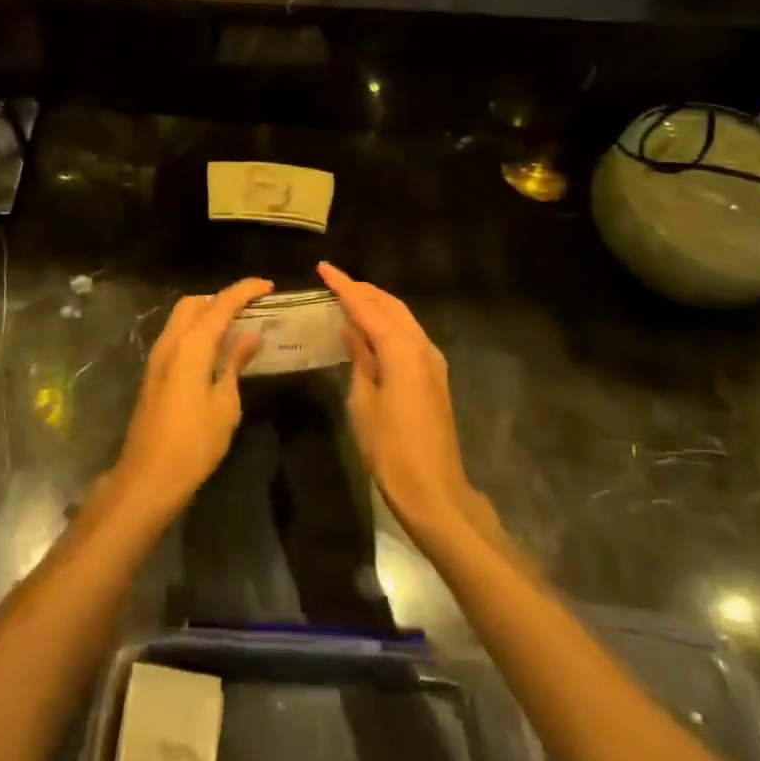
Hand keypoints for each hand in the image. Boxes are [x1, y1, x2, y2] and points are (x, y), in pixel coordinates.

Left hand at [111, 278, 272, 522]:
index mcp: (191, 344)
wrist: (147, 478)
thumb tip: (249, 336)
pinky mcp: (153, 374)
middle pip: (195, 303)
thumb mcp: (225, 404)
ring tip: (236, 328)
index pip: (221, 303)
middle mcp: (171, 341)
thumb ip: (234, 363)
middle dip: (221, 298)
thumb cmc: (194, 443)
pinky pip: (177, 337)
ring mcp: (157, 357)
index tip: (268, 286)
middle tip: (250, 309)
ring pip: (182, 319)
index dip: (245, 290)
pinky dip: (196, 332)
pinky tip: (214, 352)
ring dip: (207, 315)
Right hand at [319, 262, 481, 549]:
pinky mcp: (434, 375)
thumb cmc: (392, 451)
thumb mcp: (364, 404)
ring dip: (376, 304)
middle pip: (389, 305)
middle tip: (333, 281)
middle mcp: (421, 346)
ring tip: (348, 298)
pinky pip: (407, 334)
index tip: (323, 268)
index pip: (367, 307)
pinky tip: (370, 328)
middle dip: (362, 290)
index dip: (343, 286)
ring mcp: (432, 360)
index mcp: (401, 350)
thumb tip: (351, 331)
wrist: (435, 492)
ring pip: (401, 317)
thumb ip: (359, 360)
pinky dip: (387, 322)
☆ ☆ ☆ ☆ ☆ ☆ ☆
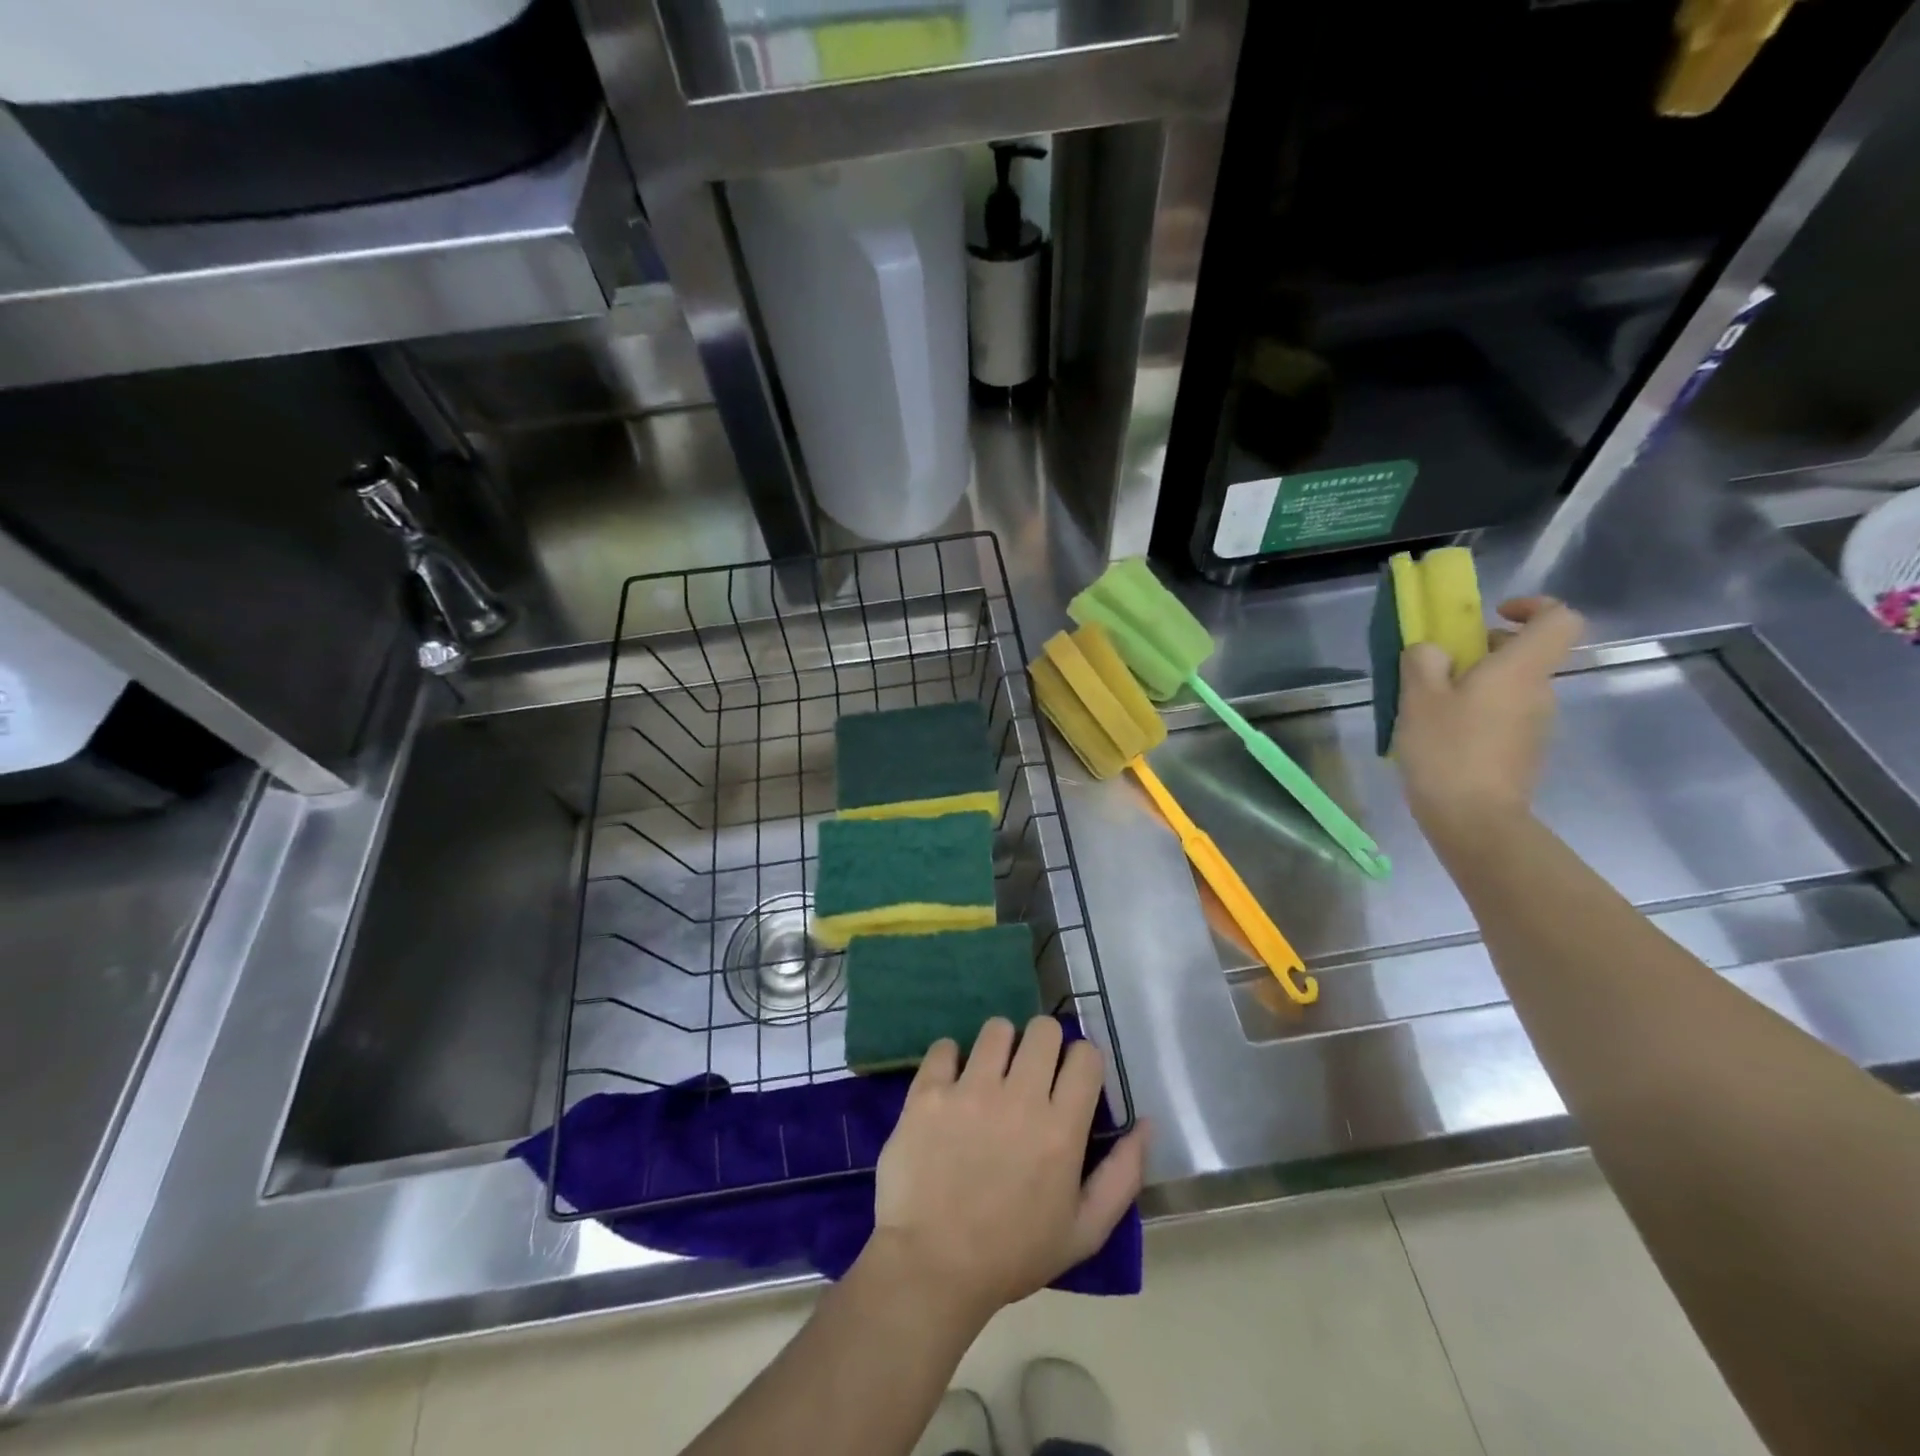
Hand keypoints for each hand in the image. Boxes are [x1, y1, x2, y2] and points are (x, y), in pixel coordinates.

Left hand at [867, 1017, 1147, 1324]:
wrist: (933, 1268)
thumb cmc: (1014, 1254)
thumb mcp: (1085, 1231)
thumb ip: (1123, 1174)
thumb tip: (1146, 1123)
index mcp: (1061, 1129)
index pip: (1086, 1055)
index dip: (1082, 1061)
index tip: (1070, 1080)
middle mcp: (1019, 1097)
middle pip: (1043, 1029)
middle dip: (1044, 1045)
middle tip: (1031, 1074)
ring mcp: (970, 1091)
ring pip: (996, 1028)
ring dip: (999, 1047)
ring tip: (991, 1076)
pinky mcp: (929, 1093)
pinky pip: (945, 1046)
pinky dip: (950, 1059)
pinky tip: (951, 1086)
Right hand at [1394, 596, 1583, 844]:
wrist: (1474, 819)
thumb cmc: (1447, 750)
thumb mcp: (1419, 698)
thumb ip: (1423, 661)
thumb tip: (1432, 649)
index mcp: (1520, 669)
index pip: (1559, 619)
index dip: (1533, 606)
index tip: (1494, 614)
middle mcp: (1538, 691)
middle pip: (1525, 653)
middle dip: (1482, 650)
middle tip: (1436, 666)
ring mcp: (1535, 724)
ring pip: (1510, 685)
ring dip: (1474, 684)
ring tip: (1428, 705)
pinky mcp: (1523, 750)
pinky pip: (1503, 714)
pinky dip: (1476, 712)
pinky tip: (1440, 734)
☆ ☆ ☆ ☆ ☆ ☆ ☆
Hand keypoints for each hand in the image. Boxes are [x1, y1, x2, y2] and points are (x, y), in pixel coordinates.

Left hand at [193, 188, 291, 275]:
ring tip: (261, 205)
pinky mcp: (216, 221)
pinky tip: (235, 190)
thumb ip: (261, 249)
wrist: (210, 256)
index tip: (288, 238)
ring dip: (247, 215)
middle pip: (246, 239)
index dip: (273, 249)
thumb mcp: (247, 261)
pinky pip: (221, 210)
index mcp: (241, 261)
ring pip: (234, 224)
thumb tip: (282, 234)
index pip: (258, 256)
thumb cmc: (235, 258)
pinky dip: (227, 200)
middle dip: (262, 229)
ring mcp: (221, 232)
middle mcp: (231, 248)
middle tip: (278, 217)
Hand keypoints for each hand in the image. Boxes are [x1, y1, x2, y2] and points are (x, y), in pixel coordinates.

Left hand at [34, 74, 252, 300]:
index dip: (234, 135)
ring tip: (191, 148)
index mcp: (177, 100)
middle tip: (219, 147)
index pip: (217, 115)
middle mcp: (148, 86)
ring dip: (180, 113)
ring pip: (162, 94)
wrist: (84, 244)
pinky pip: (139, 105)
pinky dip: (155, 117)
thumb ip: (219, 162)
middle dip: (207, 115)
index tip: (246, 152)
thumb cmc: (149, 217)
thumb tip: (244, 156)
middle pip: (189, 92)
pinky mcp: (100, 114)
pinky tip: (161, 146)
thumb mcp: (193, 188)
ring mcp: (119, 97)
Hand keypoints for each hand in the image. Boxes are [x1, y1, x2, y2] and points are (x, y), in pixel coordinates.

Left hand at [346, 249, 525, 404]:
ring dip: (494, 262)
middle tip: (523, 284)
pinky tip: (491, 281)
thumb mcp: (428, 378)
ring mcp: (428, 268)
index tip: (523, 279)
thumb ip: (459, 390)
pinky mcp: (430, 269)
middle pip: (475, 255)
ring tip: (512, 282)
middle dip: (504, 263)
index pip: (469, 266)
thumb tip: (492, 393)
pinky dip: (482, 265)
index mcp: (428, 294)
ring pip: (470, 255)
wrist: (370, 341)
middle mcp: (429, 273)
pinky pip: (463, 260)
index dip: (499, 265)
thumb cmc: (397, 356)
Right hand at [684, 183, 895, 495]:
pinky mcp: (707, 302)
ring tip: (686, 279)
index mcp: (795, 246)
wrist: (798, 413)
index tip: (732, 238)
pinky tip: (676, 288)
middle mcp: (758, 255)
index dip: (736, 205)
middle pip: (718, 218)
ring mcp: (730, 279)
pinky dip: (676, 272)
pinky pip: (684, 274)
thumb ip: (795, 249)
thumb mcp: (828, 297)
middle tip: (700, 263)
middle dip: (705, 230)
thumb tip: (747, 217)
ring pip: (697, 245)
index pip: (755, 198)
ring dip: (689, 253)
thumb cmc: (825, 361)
☆ ☆ ☆ ☆ ☆ ☆ ☆
WHAT TO DO: Repeat exactly the lines of the listing above, from the one with "pinky pip: (139, 105)" down to the one with "thumb ip: (795, 249)"; both of those lines belong in the range.

COMPLETED TASK:
pinky pip: (139, 105)
pinky dip: (155, 117)
thumb ip: (219, 162)
middle dip: (207, 115)
index tip: (246, 152)
thumb cmc: (149, 217)
thumb tip: (244, 156)
middle pip: (189, 92)
pinky mcp: (100, 114)
pinky tip: (161, 146)
thumb mcp: (193, 188)
ring mcp: (119, 97)
Hand keypoints for each hand in the image. Boxes are [x1, y1, x2, y2] and points are (x, y), in pixel coordinates.

Left hand at [346, 249, 525, 404]:
ring dip: (494, 262)
middle tip: (523, 284)
pinky tip: (491, 281)
thumb mcp: (428, 378)
ring mcp: (428, 268)
index tip: (523, 279)
thumb ip: (459, 390)
pinky mcp: (430, 269)
middle pip: (475, 255)
ring tip: (512, 282)
middle dip: (504, 263)
index pip: (469, 266)
thumb tip: (492, 393)
pinky dip: (482, 265)
index mcp: (428, 294)
ring pip: (470, 255)
wrist: (370, 341)
middle mcp: (429, 273)
pinky pip: (463, 260)
index dip: (499, 265)
thumb cmc: (397, 356)
Right hand at [684, 183, 895, 495]:
pinky mcp: (707, 302)
ring tip: (686, 279)
index mcp: (795, 246)
wrist: (798, 413)
index tip: (732, 238)
pinky tip: (676, 288)
middle mcp: (758, 255)
index dip: (736, 205)
middle pip: (718, 218)
ring mcp: (730, 279)
pinky dip: (676, 272)
pinky pip: (684, 274)
thumb ip: (795, 249)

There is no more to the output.